Personal information
- Born: November 28, 1944
- Died: July 9, 2018 (aged 73) Mechanicsville, Virginia, U.S.
- Listed height: 6 ft 1 in (1.85 m)

Career information
- High school: Benedictine (Richmond, Virginia)
- College: Richmond (1964–1967)
- NBA draft: 1967: 13th round, 138th overall pick
- Drafted by: Cincinnati Royals
- Position: Point guard

Career highlights
- SoCon Player of the Year (1967); 2× First-team All-SoCon (1966, 1967);
- Stats at Basketball Reference

= Johnny Moates =

American basketball player (1944–2018)

John Michael Moates (November 28, 1944 – July 9, 2018) was an American basketball player best known for his collegiate career at the University of Richmond between 1964–65 and 1966–67. A native of Richmond, Virginia, the 6 ft 1 in point guard played for the Spiders for three seasons, the last two of which he was a First Team All-Southern Conference selection.
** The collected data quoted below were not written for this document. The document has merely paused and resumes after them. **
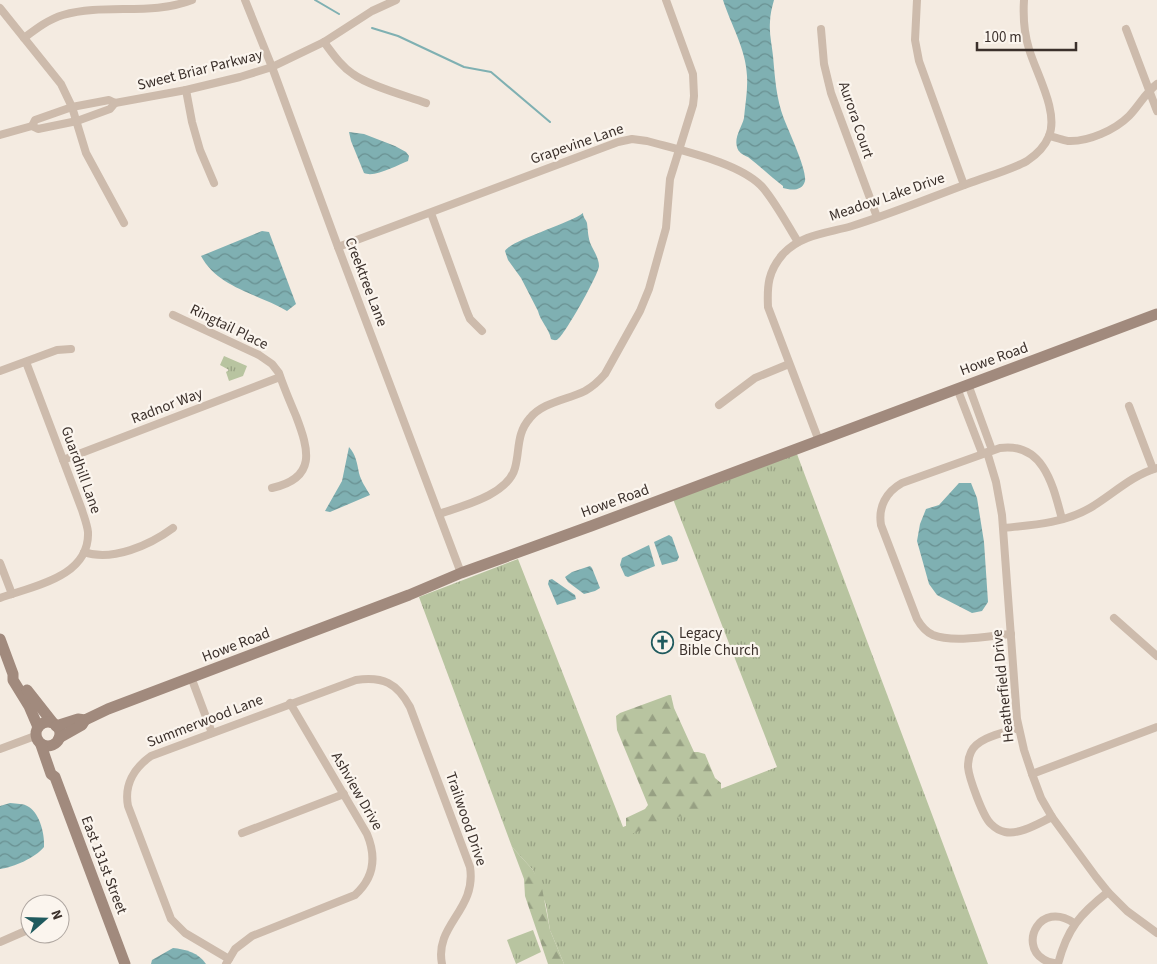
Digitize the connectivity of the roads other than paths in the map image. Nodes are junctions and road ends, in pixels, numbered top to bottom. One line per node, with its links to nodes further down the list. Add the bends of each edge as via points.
1 (192, 0): 10 (street, via 169,7 62,15)
2 (245, 0): 12 (street, Creektree Lane)
3 (396, 0): 11 (street, Sweet Briar Parkway, via 372,11)
4 (666, 0): 24 (street, via 694,82 693,105)
5 (917, 0): 26 (street, via 915,40 919,61)
6 (1024, 0): 23 (street, via 1028,47 1050,108 1052,124)
7 (0, 8): 10 (street)
8 (821, 29): 28 (street, Aurora Court, via 831,93)
9 (1126, 29): 15 (street)
10 (24, 38): 18 (street, via 61,84)
11 (324, 42): 12 (street, Sweet Briar Parkway); 17 (street, via 354,75)
12 (272, 67): 14 (street, Sweet Briar Parkway); 31 (street, Creektree Lane)
13 (1157, 84): 15 (street)
14 (186, 90): 16 (street, Sweet Briar Parkway); 25 (street, via 200,150)
15 (1149, 90): 19 (street); 23 (street, via 1128,117 1110,130 1069,141)
16 (115, 104): 18 (street, Sweet Briar Parkway, via 109,100); 20 (street, Sweet Briar Parkway, via 110,109)
17 (426, 104)
18 (72, 107): 20 (street); 21 (street, Sweet Briar Parkway, via 35,120)
19 (1157, 111)
20 (77, 121): 21 (street, Sweet Briar Parkway, via 38,129); 29 (street, via 86,153)
21 (32, 126): 22 (street, Sweet Briar Parkway)
22 (0, 135)
23 (1049, 136): 26 (street, Meadow Lake Drive, via 1038,153 1026,162)
24 (678, 150): 27 (street, Grapevine Lane, via 647,141 632,139 618,142); 30 (street, Grapevine Lane, via 731,166 750,176 764,188); 48 (street, via 670,180 666,228 649,289 605,374 585,391 548,406 531,417 520,434 514,470 507,483 492,494)
25 (214, 183)
26 (964, 184): 28 (street, Meadow Lake Drive)
27 (431, 213): 31 (street, Grapevine Lane); 34 (street, via 467,312)
28 (877, 217): 30 (street, Meadow Lake Drive)
29 (124, 223)
30 (798, 242): 37 (street, Meadow Lake Drive, via 779,260 767,285 768,307)
31 (338, 248): 48 (street, Creektree Lane)
32 (1157, 314): 40 (street, Howe Road)
33 (173, 315): 39 (street, Ringtail Place, via 259,355 272,364)
34 (482, 332)
35 (71, 349): 36 (street, via 57,350)
36 (26, 362): 38 (street); 45 (street, Guardhill Lane)
37 (789, 364): 41 (street, via 754,378); 43 (street, Meadow Lake Drive)
38 (0, 371)
39 (280, 378): 45 (street, Radnor Way); 47 (street, Ringtail Place, via 305,441 307,456 303,470 294,480)
40 (963, 386): 43 (street, Howe Road); 44 (street, Heatherfield Drive)
41 (720, 405)
42 (1129, 406): 46 (street)
43 (819, 441): 54 (street, Howe Road)
44 (987, 452): 49 (street, via 1007,447 1034,457 1048,474); 51 (street, Heatherfield Drive); 58 (street, via 895,487 883,502 881,525 917,619 926,630 943,638)
45 (63, 460): 52 (street, Guardhill Lane, via 86,523)
46 (1155, 468): 49 (street, via 1083,512)
47 (272, 488)
48 (439, 514): 54 (street, Creektree Lane)
49 (1062, 519): 51 (street)
50 (173, 528): 52 (street, via 156,540 114,555)
51 (1004, 528): 58 (street, Heatherfield Drive)
52 (84, 552): 55 (street, via 77,564 66,572)
53 (0, 563): 55 (street)
54 (461, 573): 62 (street, Howe Road)
55 (12, 594): 56 (street)
56 (0, 598)
57 (1114, 618): 60 (street)
58 (1011, 634): 68 (street, Heatherfield Drive)
59 (0, 638): 61 (street, East 131st Street)
60 (1157, 656)
61 (13, 674): 66 (street, East 131st Street, via 19,677); 70 (street, East 131st Street, via 13,680 29,706)
62 (191, 677): 65 (street, Howe Road); 69 (street)
63 (394, 686): 64 (street, Summerwood Lane, via 377,679 356,680); 85 (street, Trailwood Drive, via 410,707 471,875 467,898 442,943)
64 (290, 703): 69 (street, Summerwood Lane); 75 (street, Ashview Drive)
65 (85, 720): 66 (street, Howe Road); 71 (street, Howe Road)
66 (54, 724): 70 (street, via 44,722); 71 (street, via 60,733)
67 (1157, 727): 73 (street)
68 (1018, 728): 73 (street, Heatherfield Drive); 76 (street, via 974,747 968,762 971,778 986,817 998,829 1018,831)
69 (212, 733): 83 (street, Summerwood Lane, via 142,762 131,778 126,798 171,919 185,934)
70 (38, 736): 71 (street, via 47,747); 72 (street); 74 (street, East 131st Street, via 51,774)
71 (57, 742): 74 (street, East 131st Street)
72 (0, 749)
73 (1032, 774): 76 (street, Heatherfield Drive)
74 (55, 777): 84 (street, East 131st Street)
75 (344, 794): 77 (street); 83 (street, Ashview Drive, via 372,848 372,872 361,890 348,899 252,936 235,949)
76 (1052, 817): 78 (street, Heatherfield Drive)
77 (242, 833)
78 (1108, 892): 79 (street); 81 (street, Heatherfield Drive)
79 (1074, 923): 86 (street); 86 (street, via 1061,916 1052,916 1042,920 1034,932 1037,954)
80 (20, 933): 82 (street)
81 (1157, 933)
82 (0, 942)
83 (227, 962)
84 (125, 964)
85 (442, 964)
86 (1058, 964)

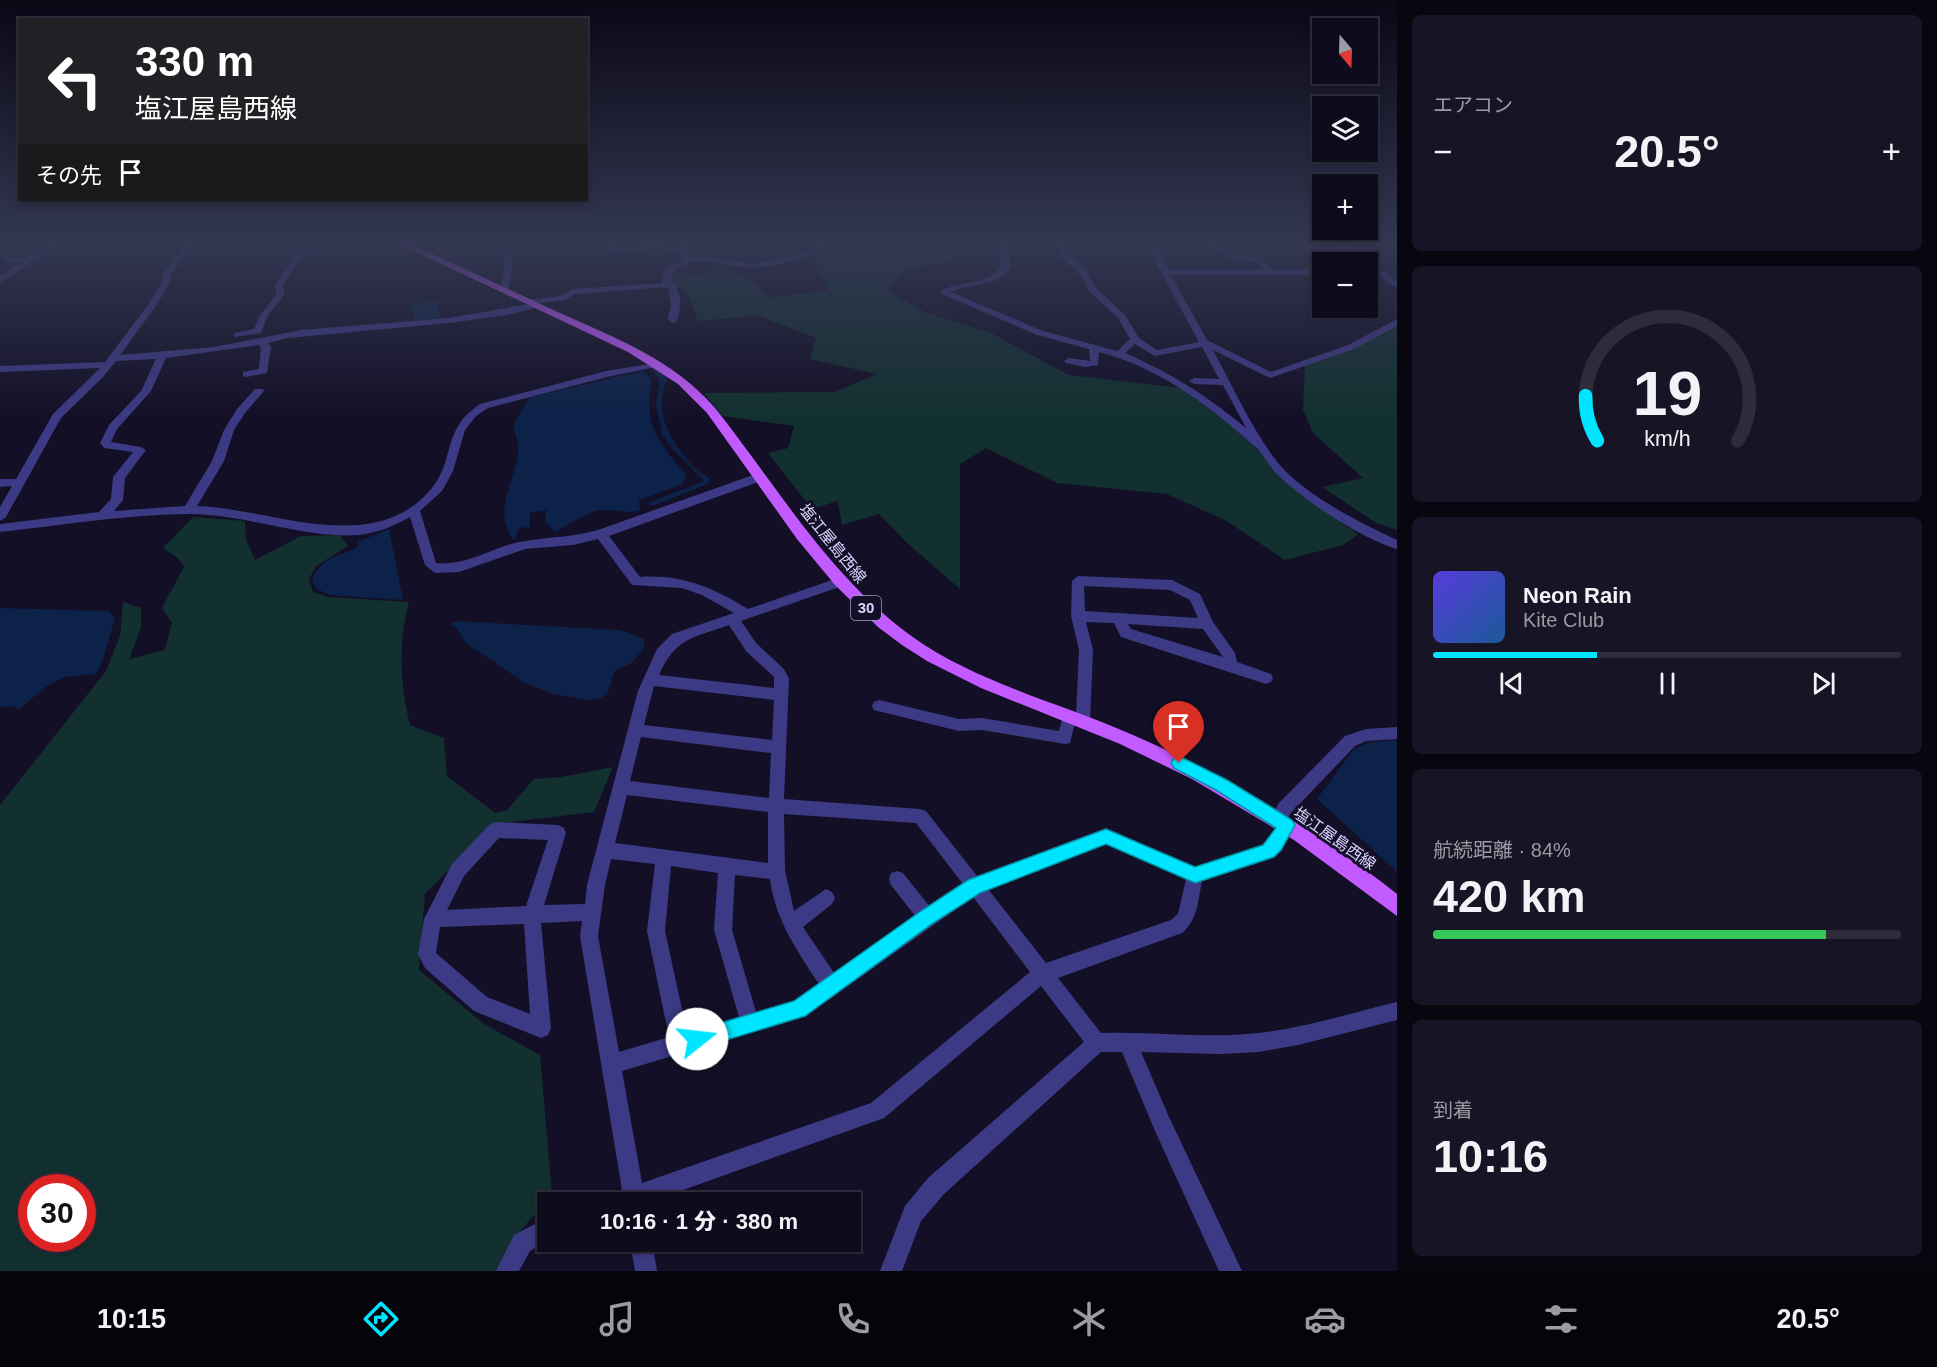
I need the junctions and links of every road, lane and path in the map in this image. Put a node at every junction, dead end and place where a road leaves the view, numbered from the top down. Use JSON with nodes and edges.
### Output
{"nodes":[{"id":1,"x":155,"y":300,"type":"edge"},
{"id":2,"x":277,"y":300,"type":"edge"},
{"id":3,"x":524,"y":300,"type":"edge"},
{"id":4,"x":547,"y":300,"type":"edge"},
{"id":5,"x":675,"y":300,"type":"edge"},
{"id":6,"x":961,"y":300,"type":"edge"},
{"id":7,"x":1106,"y":300,"type":"edge"},
{"id":8,"x":1181,"y":300,"type":"edge"},
{"id":9,"x":532,"y":304,"type":"junction"},
{"id":10,"x":673,"y":320,"type":"dead end"},
{"id":11,"x":1397,"y":322,"type":"edge"},
{"id":12,"x":237,"y":335,"type":"dead end"},
{"id":13,"x":1135,"y":340,"type":"junction"},
{"id":14,"x":261,"y":342,"type":"junction"},
{"id":15,"x":1205,"y":343,"type":"junction"},
{"id":16,"x":1094,"y":347,"type":"junction"},
{"id":17,"x":1119,"y":354,"type":"junction"},
{"id":18,"x":163,"y":356,"type":"junction"},
{"id":19,"x":1133,"y":360,"type":"junction"},
{"id":20,"x":110,"y":361,"type":"junction"},
{"id":21,"x":1070,"y":361,"type":"dead end"},
{"id":22,"x":658,"y":364,"type":"junction"},
{"id":23,"x":0,"y":369,"type":"edge"},
{"id":24,"x":1133,"y":371,"type":"dead end"},
{"id":25,"x":246,"y":374,"type":"dead end"},
{"id":26,"x":1194,"y":381,"type":"dead end"},
{"id":27,"x":1226,"y":382,"type":"junction"},
{"id":28,"x":259,"y":391,"type":"dead end"},
{"id":29,"x":1260,"y":445,"type":"junction"},
{"id":30,"x":760,"y":477,"type":"junction"},
{"id":31,"x":20,"y":482,"type":"junction"},
{"id":32,"x":0,"y":483,"type":"edge"},
{"id":33,"x":189,"y":510,"type":"junction"},
{"id":34,"x":414,"y":511,"type":"junction"},
{"id":35,"x":0,"y":516,"type":"edge"},
{"id":36,"x":102,"y":516,"type":"junction"},
{"id":37,"x":0,"y":528,"type":"edge"},
{"id":38,"x":601,"y":534,"type":"junction"},
{"id":39,"x":1397,"y":545,"type":"edge"},
{"id":40,"x":840,"y":582,"type":"junction"},
{"id":41,"x":1078,"y":616,"type":"junction"},
{"id":42,"x":739,"y":617,"type":"junction"},
{"id":43,"x":1119,"y":619,"type":"junction"},
{"id":44,"x":1207,"y":624,"type":"junction"},
{"id":45,"x":1230,"y":665,"type":"junction"},
{"id":46,"x":1266,"y":678,"type":"dead end"},
{"id":47,"x":650,"y":680,"type":"junction"},
{"id":48,"x":782,"y":695,"type":"junction"},
{"id":49,"x":879,"y":706,"type":"dead end"},
{"id":50,"x":1076,"y":719,"type":"junction"},
{"id":51,"x":635,"y":730,"type":"junction"},
{"id":52,"x":1397,"y":733,"type":"edge"},
{"id":53,"x":779,"y":747,"type":"junction"},
{"id":54,"x":621,"y":787,"type":"junction"},
{"id":55,"x":778,"y":806,"type":"junction"},
{"id":56,"x":1282,"y":823,"type":"junction"},
{"id":57,"x":605,"y":850,"type":"junction"},
{"id":58,"x":664,"y":857,"type":"junction"},
{"id":59,"x":727,"y":865,"type":"junction"},
{"id":60,"x":777,"y":872,"type":"junction"},
{"id":61,"x":1195,"y":875,"type":"junction"},
{"id":62,"x":897,"y":879,"type":"dead end"},
{"id":63,"x":974,"y":886,"type":"junction"},
{"id":64,"x":826,"y":898,"type":"dead end"},
{"id":65,"x":1397,"y":906,"type":"edge"},
{"id":66,"x":592,"y":912,"type":"junction"},
{"id":67,"x":532,"y":915,"type":"junction"},
{"id":68,"x":927,"y":917,"type":"junction"},
{"id":69,"x":433,"y":919,"type":"junction"},
{"id":70,"x":792,"y":924,"type":"junction"},
{"id":71,"x":1042,"y":974,"type":"junction"},
{"id":72,"x":832,"y":986,"type":"junction"},
{"id":73,"x":1397,"y":1011,"type":"edge"},
{"id":74,"x":750,"y":1024,"type":"junction"},
{"id":75,"x":1127,"y":1041,"type":"junction"},
{"id":76,"x":1096,"y":1043,"type":"junction"},
{"id":77,"x":680,"y":1044,"type":"junction"},
{"id":78,"x":611,"y":1064,"type":"junction"},
{"id":79,"x":628,"y":1192,"type":"edge"},
{"id":80,"x":656,"y":1192,"type":"edge"},
{"id":81,"x":537,"y":1234,"type":"edge"},
{"id":82,"x":643,"y":1252,"type":"edge"},
{"id":83,"x":507,"y":1271,"type":"edge"},
{"id":84,"x":646,"y":1271,"type":"edge"},
{"id":85,"x":891,"y":1271,"type":"edge"},
{"id":86,"x":1232,"y":1271,"type":"edge"}],
"edges":[{"from":1,"to":20,"type":"street"},
{"from":2,"to":12,"type":"street"},
{"from":3,"to":9,"type":"main road","name":"塩江屋島西線","number":"30"},
{"from":4,"to":9,"type":"street"},
{"from":5,"to":10,"type":"street"},
{"from":6,"to":16,"type":"street"},
{"from":7,"to":13,"type":"street"},
{"from":8,"to":15,"type":"street"},
{"from":9,"to":14,"type":"street"},
{"from":9,"to":22,"type":"main road","name":"塩江屋島西線","number":"30"},
{"from":11,"to":15,"type":"street"},
{"from":13,"to":15,"type":"street"},
{"from":13,"to":17,"type":"street"},
{"from":14,"to":18,"type":"street"},
{"from":14,"to":25,"type":"street"},
{"from":15,"to":27,"type":"street"},
{"from":16,"to":17,"type":"street"},
{"from":16,"to":21,"type":"street"},
{"from":17,"to":19,"type":"street"},
{"from":18,"to":20,"type":"street"},
{"from":18,"to":36,"type":"street"},
{"from":19,"to":24,"type":"street"},
{"from":19,"to":29,"type":"street"},
{"from":20,"to":23,"type":"street"},
{"from":20,"to":31,"type":"street"},
{"from":22,"to":30,"type":"main road","name":"塩江屋島西線","number":"30"},
{"from":22,"to":34,"type":"street"},
{"from":26,"to":27,"type":"street"},
{"from":27,"to":29,"type":"street"},
{"from":28,"to":33,"type":"street"},
{"from":29,"to":39,"type":"street"},
{"from":30,"to":38,"type":"street"},
{"from":30,"to":40,"type":"main road","name":"塩江屋島西線","number":"30"},
{"from":31,"to":32,"type":"street"},
{"from":31,"to":35,"type":"street"},
{"from":33,"to":34,"type":"street"},
{"from":33,"to":36,"type":"street"},
{"from":34,"to":38,"type":"street"},
{"from":36,"to":37,"type":"street"},
{"from":38,"to":42,"type":"street"},
{"from":40,"to":42,"type":"street"},
{"from":40,"to":50,"type":"main road","name":"塩江屋島西線","number":"30"},
{"from":41,"to":43,"type":"street"},
{"from":41,"to":44,"type":"street"},
{"from":41,"to":50,"type":"street"},
{"from":42,"to":47,"type":"street"},
{"from":42,"to":48,"type":"street"},
{"from":43,"to":44,"type":"street"},
{"from":43,"to":45,"type":"street"},
{"from":44,"to":45,"type":"street"},
{"from":45,"to":46,"type":"street"},
{"from":47,"to":48,"type":"street"},
{"from":47,"to":51,"type":"street"},
{"from":48,"to":53,"type":"street"},
{"from":49,"to":50,"type":"street"},
{"from":50,"to":56,"type":"main road","name":"塩江屋島西線","number":"30"},
{"from":51,"to":53,"type":"street"},
{"from":51,"to":54,"type":"street"},
{"from":52,"to":56,"type":"street"},
{"from":53,"to":55,"type":"street"},
{"from":54,"to":55,"type":"street"},
{"from":54,"to":57,"type":"street"},
{"from":55,"to":60,"type":"street"},
{"from":55,"to":63,"type":"street"},
{"from":56,"to":61,"type":"street"},
{"from":56,"to":65,"type":"main road","name":"塩江屋島西線","number":"30"},
{"from":57,"to":58,"type":"street"},
{"from":57,"to":66,"type":"street"},
{"from":58,"to":59,"type":"street"},
{"from":58,"to":77,"type":"street"},
{"from":59,"to":60,"type":"street"},
{"from":59,"to":74,"type":"street"},
{"from":60,"to":70,"type":"street"},
{"from":61,"to":63,"type":"street"},
{"from":61,"to":71,"type":"street"},
{"from":62,"to":68,"type":"street"},
{"from":63,"to":68,"type":"street"},
{"from":63,"to":71,"type":"street"},
{"from":64,"to":70,"type":"street"},
{"from":66,"to":67,"type":"street"},
{"from":66,"to":78,"type":"street"},
{"from":67,"to":69,"type":"street"},
{"from":67,"to":69,"type":"street"},
{"from":67,"to":69,"type":"street"},
{"from":68,"to":72,"type":"street"},
{"from":70,"to":72,"type":"street"},
{"from":71,"to":76,"type":"street"},
{"from":71,"to":80,"type":"street"},
{"from":72,"to":74,"type":"street"},
{"from":73,"to":75,"type":"street"},
{"from":74,"to":77,"type":"street"},
{"from":75,"to":76,"type":"street"},
{"from":75,"to":86,"type":"street"},
{"from":76,"to":85,"type":"street"},
{"from":77,"to":78,"type":"street"},
{"from":78,"to":79,"type":"street"},
{"from":81,"to":83,"type":"street"},
{"from":82,"to":84,"type":"street"}]}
In his senior season of 1966–67, Moates averaged 25.0 points per game to lead the conference in scoring and was subsequently named the Southern Conference Player of the Year.

In the 1967 NBA draft, the Cincinnati Royals selected him in the third round (138th overall) but he never played in a game in the league, choosing instead to coach on the University of Richmond men's basketball staff for six seasons.

Moates became a businessman in his later life. He died on July 9, 2018, following a brief illness.